## Directions for this task
A word-for-word copy of the records below is required.

───── Data for the task

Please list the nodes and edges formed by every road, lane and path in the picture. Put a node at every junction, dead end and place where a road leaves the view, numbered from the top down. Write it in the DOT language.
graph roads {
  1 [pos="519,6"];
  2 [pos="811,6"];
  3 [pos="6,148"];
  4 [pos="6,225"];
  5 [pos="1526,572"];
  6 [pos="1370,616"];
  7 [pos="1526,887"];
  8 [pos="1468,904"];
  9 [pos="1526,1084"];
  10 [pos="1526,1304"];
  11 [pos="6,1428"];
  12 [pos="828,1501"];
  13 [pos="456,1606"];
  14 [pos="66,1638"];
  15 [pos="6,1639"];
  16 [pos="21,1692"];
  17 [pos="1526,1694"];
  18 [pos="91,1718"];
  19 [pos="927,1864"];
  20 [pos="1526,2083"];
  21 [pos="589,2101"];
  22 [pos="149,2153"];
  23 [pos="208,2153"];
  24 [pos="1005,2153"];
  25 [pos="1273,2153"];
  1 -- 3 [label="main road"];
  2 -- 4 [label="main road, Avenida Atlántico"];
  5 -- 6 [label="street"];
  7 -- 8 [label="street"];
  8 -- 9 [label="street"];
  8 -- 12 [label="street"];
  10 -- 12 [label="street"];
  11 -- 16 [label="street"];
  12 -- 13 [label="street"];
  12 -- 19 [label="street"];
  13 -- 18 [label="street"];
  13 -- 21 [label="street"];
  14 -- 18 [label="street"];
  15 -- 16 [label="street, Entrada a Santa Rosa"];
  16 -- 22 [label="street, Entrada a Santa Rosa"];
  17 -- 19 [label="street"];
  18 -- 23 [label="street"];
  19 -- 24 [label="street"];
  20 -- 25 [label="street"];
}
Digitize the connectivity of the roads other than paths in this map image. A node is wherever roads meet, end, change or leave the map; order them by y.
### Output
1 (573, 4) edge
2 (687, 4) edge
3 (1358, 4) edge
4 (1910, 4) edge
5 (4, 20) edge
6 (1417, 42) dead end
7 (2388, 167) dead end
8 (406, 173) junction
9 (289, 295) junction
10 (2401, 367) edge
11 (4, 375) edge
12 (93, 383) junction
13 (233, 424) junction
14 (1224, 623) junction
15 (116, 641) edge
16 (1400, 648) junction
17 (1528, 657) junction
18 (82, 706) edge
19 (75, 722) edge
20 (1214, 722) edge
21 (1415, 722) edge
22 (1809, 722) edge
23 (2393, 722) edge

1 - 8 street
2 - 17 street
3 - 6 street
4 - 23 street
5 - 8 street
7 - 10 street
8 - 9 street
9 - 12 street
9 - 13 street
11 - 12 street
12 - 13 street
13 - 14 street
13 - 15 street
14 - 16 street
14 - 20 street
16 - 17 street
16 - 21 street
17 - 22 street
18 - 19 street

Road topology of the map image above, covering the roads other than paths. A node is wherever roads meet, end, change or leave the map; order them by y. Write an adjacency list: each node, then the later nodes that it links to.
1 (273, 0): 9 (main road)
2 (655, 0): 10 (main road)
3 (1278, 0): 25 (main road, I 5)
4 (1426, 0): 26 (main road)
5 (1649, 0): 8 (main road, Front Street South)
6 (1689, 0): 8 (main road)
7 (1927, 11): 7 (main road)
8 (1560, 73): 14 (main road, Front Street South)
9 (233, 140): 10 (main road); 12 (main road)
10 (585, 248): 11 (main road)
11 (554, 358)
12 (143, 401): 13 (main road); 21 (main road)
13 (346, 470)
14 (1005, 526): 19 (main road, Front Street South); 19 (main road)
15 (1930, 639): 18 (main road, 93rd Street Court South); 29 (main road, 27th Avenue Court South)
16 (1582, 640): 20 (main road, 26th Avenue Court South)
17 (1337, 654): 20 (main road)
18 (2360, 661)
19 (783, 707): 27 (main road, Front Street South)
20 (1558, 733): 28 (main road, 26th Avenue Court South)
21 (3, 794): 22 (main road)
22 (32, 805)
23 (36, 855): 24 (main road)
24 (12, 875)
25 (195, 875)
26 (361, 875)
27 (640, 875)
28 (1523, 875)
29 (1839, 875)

──────────

## Solved problem
Please list the nodes and edges formed by every road, lane and path in the picture. Put a node at every junction, dead end and place where a road leaves the view, numbered from the top down. Write it in the DOT language.
graph roads {
  1 [pos="519,6"];
  2 [pos="811,6"];
  3 [pos="6,148"];
  4 [pos="6,225"];
  5 [pos="1526,572"];
  6 [pos="1370,616"];
  7 [pos="1526,887"];
  8 [pos="1468,904"];
  9 [pos="1526,1084"];
  10 [pos="1526,1304"];
  11 [pos="6,1428"];
  12 [pos="828,1501"];
  13 [pos="456,1606"];
  14 [pos="66,1638"];
  15 [pos="6,1639"];
  16 [pos="21,1692"];
  17 [pos="1526,1694"];
  18 [pos="91,1718"];
  19 [pos="927,1864"];
  20 [pos="1526,2083"];
  21 [pos="589,2101"];
  22 [pos="149,2153"];
  23 [pos="208,2153"];
  24 [pos="1005,2153"];
  25 [pos="1273,2153"];
  1 -- 3 [label="main road"];
  2 -- 4 [label="main road, Avenida Atlántico"];
  5 -- 6 [label="street"];
  7 -- 8 [label="street"];
  8 -- 9 [label="street"];
  8 -- 12 [label="street"];
  10 -- 12 [label="street"];
  11 -- 16 [label="street"];
  12 -- 13 [label="street"];
  12 -- 19 [label="street"];
  13 -- 18 [label="street"];
  13 -- 21 [label="street"];
  14 -- 18 [label="street"];
  15 -- 16 [label="street, Entrada a Santa Rosa"];
  16 -- 22 [label="street, Entrada a Santa Rosa"];
  17 -- 19 [label="street"];
  18 -- 23 [label="street"];
  19 -- 24 [label="street"];
  20 -- 25 [label="street"];
}
Digitize the connectivity of the roads other than paths in this map image. A node is wherever roads meet, end, change or leave the map; order them by y.
### Output
1 (573, 4) edge
2 (687, 4) edge
3 (1358, 4) edge
4 (1910, 4) edge
5 (4, 20) edge
6 (1417, 42) dead end
7 (2388, 167) dead end
8 (406, 173) junction
9 (289, 295) junction
10 (2401, 367) edge
11 (4, 375) edge
12 (93, 383) junction
13 (233, 424) junction
14 (1224, 623) junction
15 (116, 641) edge
16 (1400, 648) junction
17 (1528, 657) junction
18 (82, 706) edge
19 (75, 722) edge
20 (1214, 722) edge
21 (1415, 722) edge
22 (1809, 722) edge
23 (2393, 722) edge

1 - 8 street
2 - 17 street
3 - 6 street
4 - 23 street
5 - 8 street
7 - 10 street
8 - 9 street
9 - 12 street
9 - 13 street
11 - 12 street
12 - 13 street
13 - 14 street
13 - 15 street
14 - 16 street
14 - 20 street
16 - 17 street
16 - 21 street
17 - 22 street
18 - 19 street

Road topology of the map image above, covering the roads other than paths. A node is wherever roads meet, end, change or leave the map; order them by y. Write an adjacency list: each node, then the later nodes that it links to.
1 (273, 0): 9 (main road)
2 (655, 0): 10 (main road)
3 (1278, 0): 25 (main road, I 5)
4 (1426, 0): 26 (main road)
5 (1649, 0): 8 (main road, Front Street South)
6 (1689, 0): 8 (main road)
7 (1927, 11): 7 (main road)
8 (1560, 73): 14 (main road, Front Street South)
9 (233, 140): 10 (main road); 12 (main road)
10 (585, 248): 11 (main road)
11 (554, 358)
12 (143, 401): 13 (main road); 21 (main road)
13 (346, 470)
14 (1005, 526): 19 (main road, Front Street South); 19 (main road)
15 (1930, 639): 18 (main road, 93rd Street Court South); 29 (main road, 27th Avenue Court South)
16 (1582, 640): 20 (main road, 26th Avenue Court South)
17 (1337, 654): 20 (main road)
18 (2360, 661)
19 (783, 707): 27 (main road, Front Street South)
20 (1558, 733): 28 (main road, 26th Avenue Court South)
21 (3, 794): 22 (main road)
22 (32, 805)
23 (36, 855): 24 (main road)
24 (12, 875)
25 (195, 875)
26 (361, 875)
27 (640, 875)
28 (1523, 875)
29 (1839, 875)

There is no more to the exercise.